- **Given records**:

______________________________

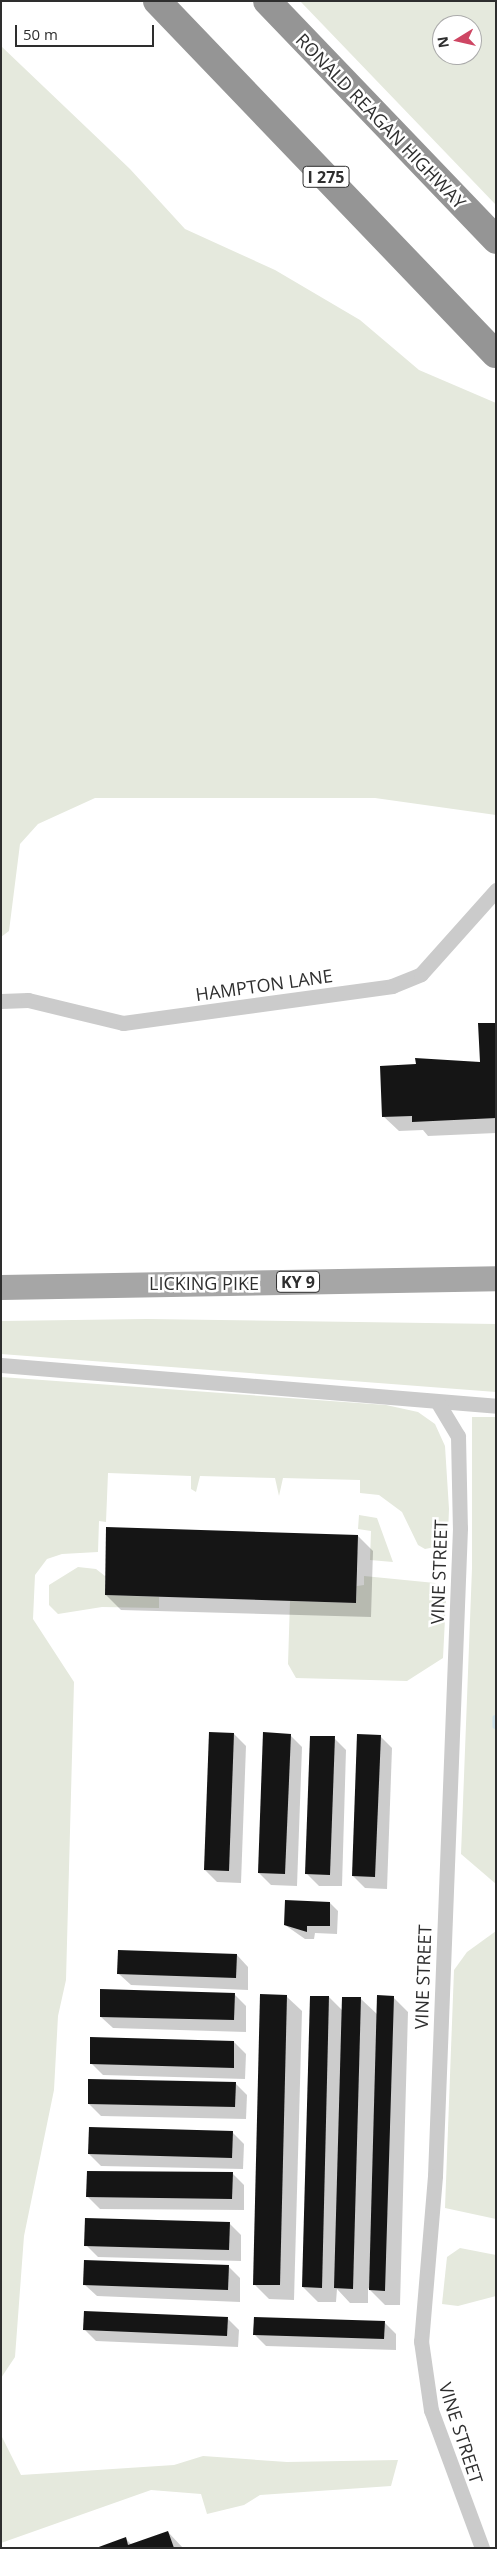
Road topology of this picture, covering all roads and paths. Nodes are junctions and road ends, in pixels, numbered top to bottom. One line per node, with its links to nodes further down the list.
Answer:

______________________________

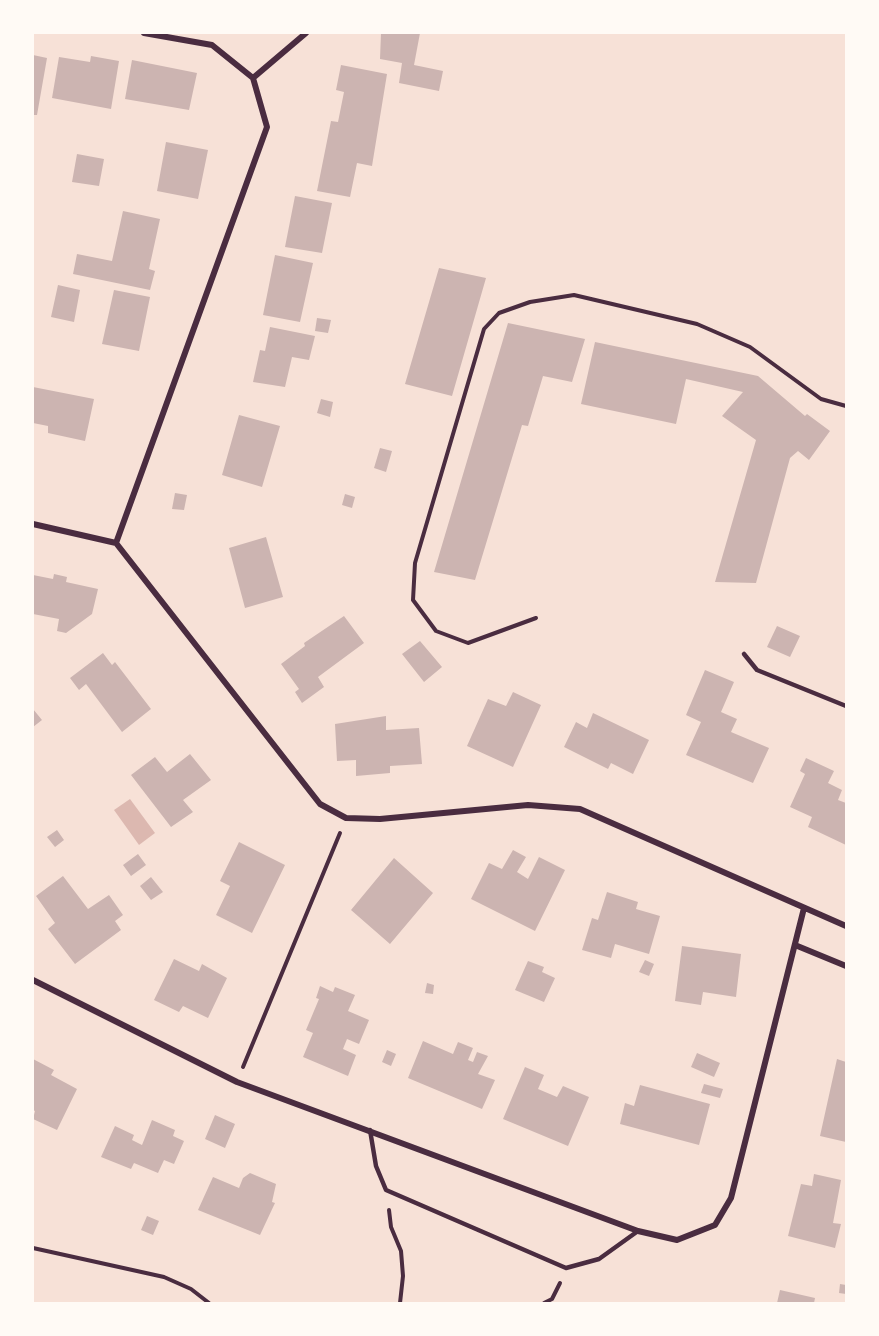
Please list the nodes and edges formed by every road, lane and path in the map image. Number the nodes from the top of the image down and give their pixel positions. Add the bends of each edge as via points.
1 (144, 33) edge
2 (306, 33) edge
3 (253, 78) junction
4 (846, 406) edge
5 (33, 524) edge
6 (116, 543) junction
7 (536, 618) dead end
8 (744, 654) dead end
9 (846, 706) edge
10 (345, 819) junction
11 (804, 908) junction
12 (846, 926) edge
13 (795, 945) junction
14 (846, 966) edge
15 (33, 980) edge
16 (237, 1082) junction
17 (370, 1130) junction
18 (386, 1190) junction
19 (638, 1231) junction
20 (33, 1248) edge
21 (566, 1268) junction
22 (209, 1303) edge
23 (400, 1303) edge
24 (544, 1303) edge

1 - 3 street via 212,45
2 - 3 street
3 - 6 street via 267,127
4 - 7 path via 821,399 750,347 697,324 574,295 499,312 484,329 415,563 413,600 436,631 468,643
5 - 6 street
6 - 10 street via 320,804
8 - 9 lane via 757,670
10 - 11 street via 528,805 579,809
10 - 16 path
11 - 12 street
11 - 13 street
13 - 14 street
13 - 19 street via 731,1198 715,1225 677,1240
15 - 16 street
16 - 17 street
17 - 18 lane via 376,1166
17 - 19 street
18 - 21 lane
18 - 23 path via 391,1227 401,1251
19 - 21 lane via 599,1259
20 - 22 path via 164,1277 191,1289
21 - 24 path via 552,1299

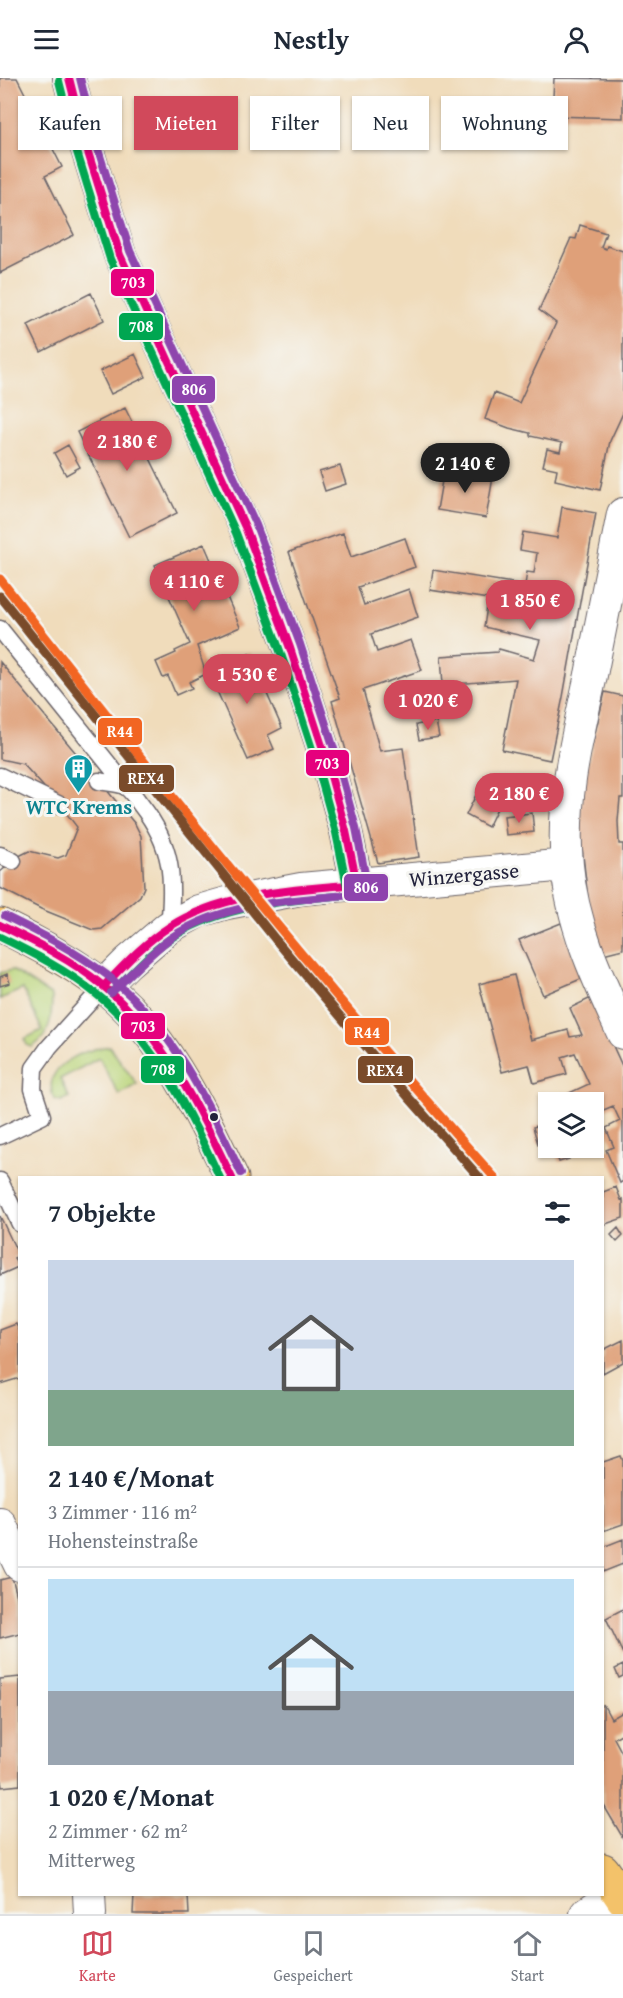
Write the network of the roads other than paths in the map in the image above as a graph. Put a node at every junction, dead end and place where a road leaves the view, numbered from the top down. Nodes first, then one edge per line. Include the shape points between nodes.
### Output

______________________________

Please copy every line of the material that contains the word "numbered".

Road topology of this picture, covering all roads and paths. Nodes are junctions and road ends, in pixels, numbered top to bottom. One line per node, with its links to nodes further down the list.
Write the network of the roads other than paths in the map in the image above as a graph. Put a node at every junction, dead end and place where a road leaves the view, numbered from the top down. Nodes first, then one edge per line. Include the shape points between nodes.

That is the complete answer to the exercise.